Considering the potential for alternative custodial techniques which are becoming more present in our society because of the inability of governments to maintain penal institutions adequate to house all those who deserve commitment, institutional incarceration due to conviction of a felony might not automatically be imposed in every instance in the future. A parent could be convicted of a crime which did not involve the child and then be incarcerated but, instead of jail, be placed under electronically monitored custody confining the parent to the home, the block, or the neighborhood. In such a circumstance, it indeed would be appropriate to require a finding that less intrusive or restrictive methods of protecting the child have been attempted and found unsuccessful or, for some reason, were impractical. In many such instances, the child might well successfully live at home just as he or she had prior to the conviction of the parent.

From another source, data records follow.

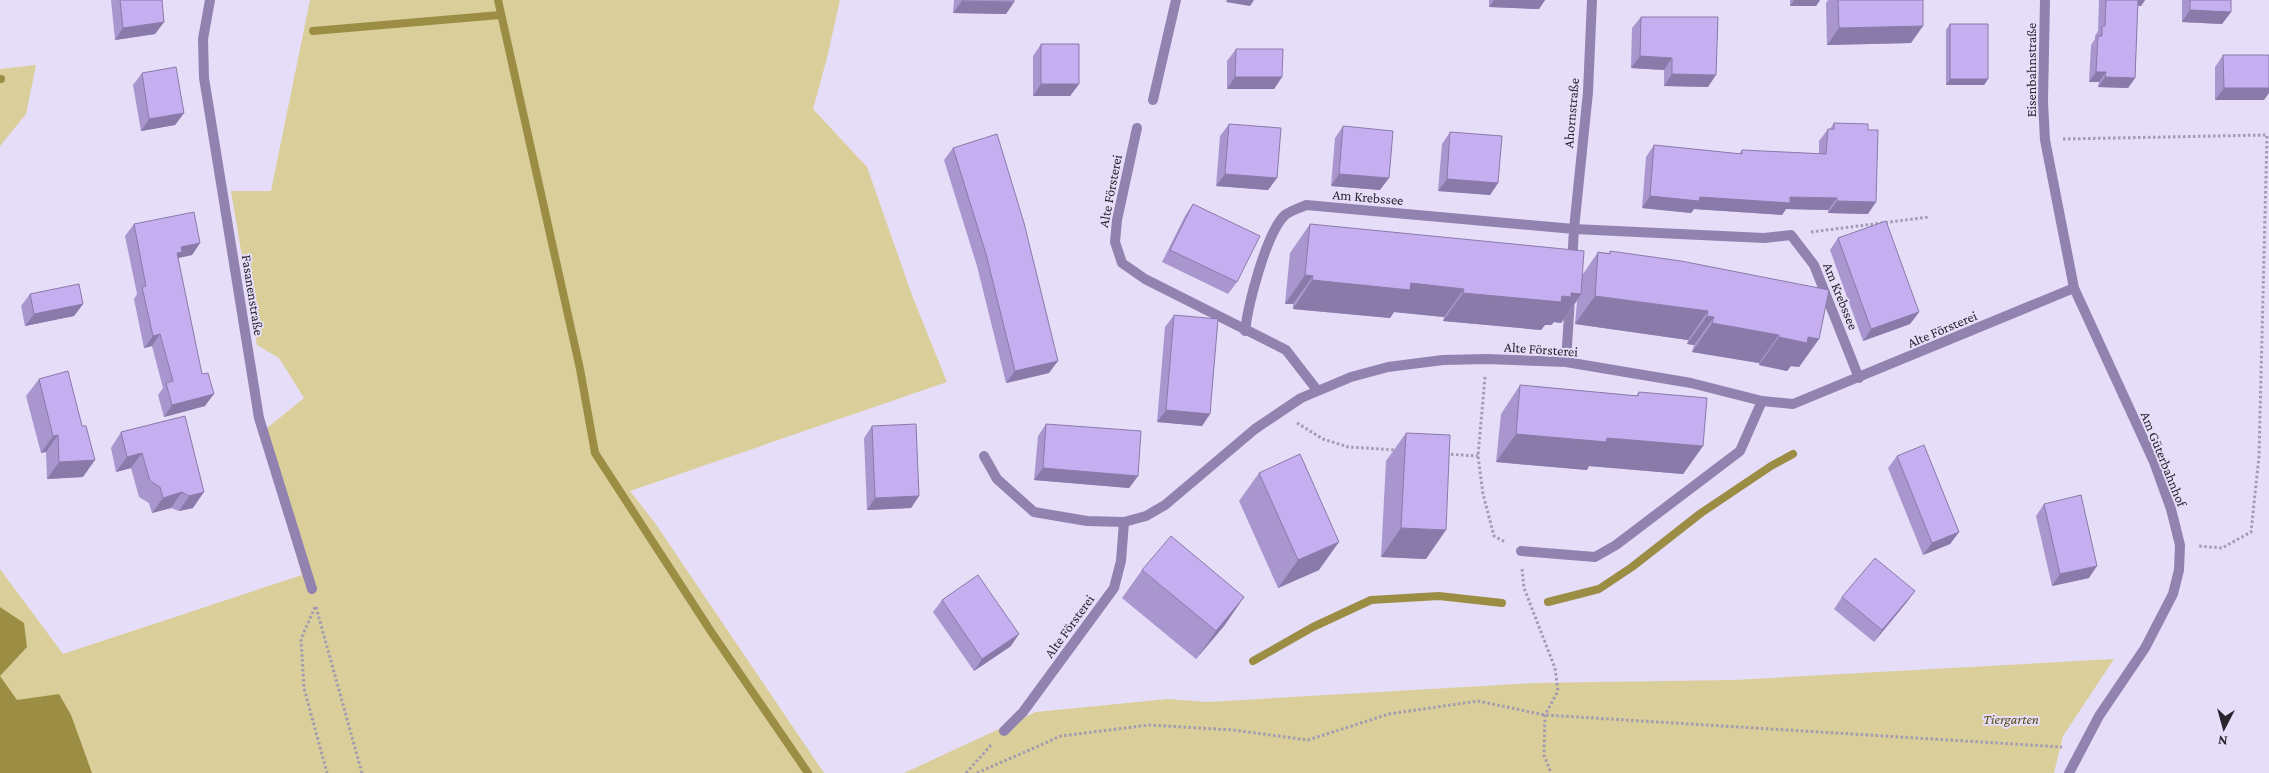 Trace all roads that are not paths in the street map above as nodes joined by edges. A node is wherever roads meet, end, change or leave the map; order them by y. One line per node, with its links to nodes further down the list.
1 (210, 0): 18 (street, Fasanenstraße)
2 (1176, 0): 5 (street)
3 (1592, 0): 8 (street, Ahornstraße)
4 (2045, 0): 7 (street, Eisenbahnstraße)
5 (1153, 100)
6 (1137, 128): 10 (street, Alte Försterei)
7 (2045, 140): 9 (street, Am Güterbahnhof)
8 (1574, 229): 10 (street, Am Krebssee); 11 (street); 12 (street, Am Krebssee)
9 (2074, 288): 12 (street, Alte Försterei); 20 (street, Am Güterbahnhof)
10 (1245, 331): 13 (street, Alte Försterei)
11 (1566, 362): 13 (street, Alte Försterei); 14 (street, Alte Försterei)
12 (1859, 378): 14 (street, Alte Försterei)
13 (1317, 390): 16 (street, Alte Försterei)
14 (1762, 401): 17 (street)
15 (984, 456): 16 (street, Alte Försterei)
16 (1124, 522): 19 (street, Alte Försterei)
17 (1521, 551)
18 (312, 589)
19 (1004, 731)
20 (2069, 773)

I would affirm this case because of the obvious impracticality of less intrusive alternatives, but I would require that, in those instances in which the termination of parental rights is sought relying upon the fourth ground set forth in § M-2-309, W.S.1977, there be a showing in connection with the element of unfitness that a less intrusive or restrictive method of protecting the child has been considered and abandoned as unsuccessful or found, for articu-lable reasons, to be impractical.1

. I note the effort to nominate the paternal grandparents as surrogate parents here, but that arrangement is not a less intrusive means designed to preserve the familial relationship that the standard protects. It is really no different than permitting a parent whose rights are in jeopardy to nominate a foster parent, and that is not what the phrase ‘less intrusive or restrictive methods” connotes.